MATERIALS PROVIDED START

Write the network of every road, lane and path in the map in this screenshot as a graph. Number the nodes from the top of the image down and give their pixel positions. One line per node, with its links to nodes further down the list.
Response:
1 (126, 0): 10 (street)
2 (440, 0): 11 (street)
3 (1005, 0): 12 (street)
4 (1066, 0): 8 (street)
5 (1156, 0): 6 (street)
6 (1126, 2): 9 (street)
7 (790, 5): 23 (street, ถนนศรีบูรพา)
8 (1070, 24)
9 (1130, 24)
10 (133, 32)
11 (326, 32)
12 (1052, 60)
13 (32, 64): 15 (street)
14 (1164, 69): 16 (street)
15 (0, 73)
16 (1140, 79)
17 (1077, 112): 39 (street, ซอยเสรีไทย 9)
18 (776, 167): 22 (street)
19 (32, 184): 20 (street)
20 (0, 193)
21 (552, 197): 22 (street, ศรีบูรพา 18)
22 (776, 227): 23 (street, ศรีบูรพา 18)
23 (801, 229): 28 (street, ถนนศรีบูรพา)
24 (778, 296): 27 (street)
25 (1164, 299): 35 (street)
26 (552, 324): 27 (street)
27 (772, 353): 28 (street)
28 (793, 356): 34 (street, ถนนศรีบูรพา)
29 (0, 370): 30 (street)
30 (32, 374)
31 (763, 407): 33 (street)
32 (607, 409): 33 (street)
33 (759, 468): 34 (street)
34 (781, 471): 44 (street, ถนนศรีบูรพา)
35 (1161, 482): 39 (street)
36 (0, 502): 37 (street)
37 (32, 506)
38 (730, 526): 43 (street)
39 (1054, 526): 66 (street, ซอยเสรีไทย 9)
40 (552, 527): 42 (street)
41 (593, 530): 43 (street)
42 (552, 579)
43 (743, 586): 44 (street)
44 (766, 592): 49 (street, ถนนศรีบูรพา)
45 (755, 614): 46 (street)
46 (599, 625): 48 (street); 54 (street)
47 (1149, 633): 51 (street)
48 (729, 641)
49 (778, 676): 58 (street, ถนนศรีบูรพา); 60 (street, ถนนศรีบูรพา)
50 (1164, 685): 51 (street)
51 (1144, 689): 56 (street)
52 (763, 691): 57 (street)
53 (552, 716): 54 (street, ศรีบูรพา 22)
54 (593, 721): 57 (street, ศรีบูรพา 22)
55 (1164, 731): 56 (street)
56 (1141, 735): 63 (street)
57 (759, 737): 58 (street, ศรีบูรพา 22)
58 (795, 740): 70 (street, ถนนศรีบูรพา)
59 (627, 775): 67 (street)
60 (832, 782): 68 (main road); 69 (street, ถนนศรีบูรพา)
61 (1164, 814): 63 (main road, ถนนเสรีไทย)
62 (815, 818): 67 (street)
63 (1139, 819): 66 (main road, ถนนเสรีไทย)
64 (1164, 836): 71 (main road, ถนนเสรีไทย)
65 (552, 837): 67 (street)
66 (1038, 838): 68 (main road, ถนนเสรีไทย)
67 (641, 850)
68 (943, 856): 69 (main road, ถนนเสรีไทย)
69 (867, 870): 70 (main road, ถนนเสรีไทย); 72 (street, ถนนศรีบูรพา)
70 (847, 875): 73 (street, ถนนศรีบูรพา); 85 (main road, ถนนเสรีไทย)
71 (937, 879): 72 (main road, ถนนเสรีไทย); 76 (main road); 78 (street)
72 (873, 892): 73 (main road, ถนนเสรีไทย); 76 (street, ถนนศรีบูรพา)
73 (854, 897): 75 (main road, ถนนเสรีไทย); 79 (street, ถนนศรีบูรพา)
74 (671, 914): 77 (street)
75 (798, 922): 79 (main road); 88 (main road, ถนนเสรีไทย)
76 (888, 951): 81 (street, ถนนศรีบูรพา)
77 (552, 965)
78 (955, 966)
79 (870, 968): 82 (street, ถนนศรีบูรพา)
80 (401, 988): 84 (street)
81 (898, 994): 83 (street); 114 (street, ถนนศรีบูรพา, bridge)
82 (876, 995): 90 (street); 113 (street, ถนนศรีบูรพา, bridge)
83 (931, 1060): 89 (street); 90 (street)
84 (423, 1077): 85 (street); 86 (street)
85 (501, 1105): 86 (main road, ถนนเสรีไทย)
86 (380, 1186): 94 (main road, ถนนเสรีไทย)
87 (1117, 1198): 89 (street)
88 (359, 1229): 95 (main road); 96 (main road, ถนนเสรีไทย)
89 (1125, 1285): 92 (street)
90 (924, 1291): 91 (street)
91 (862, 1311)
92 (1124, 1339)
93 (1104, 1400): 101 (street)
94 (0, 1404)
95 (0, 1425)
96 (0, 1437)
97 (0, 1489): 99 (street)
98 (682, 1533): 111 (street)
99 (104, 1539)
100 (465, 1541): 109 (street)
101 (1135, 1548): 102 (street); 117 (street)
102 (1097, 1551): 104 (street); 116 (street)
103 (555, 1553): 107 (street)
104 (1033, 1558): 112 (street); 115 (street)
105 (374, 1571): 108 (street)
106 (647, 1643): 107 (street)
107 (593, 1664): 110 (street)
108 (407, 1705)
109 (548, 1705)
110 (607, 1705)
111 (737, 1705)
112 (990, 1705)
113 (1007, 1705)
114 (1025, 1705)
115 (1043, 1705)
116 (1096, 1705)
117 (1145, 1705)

MATERIALS PROVIDED END

> [BRIEF]:
Each line that contains the string "bridge" should be copied from the data above.

> [YOUR RESPONSE]:
81 (898, 994): 83 (street); 114 (street, ถนนศรีบูรพา, bridge)
82 (876, 995): 90 (street); 113 (street, ถนนศรีบูรพา, bridge)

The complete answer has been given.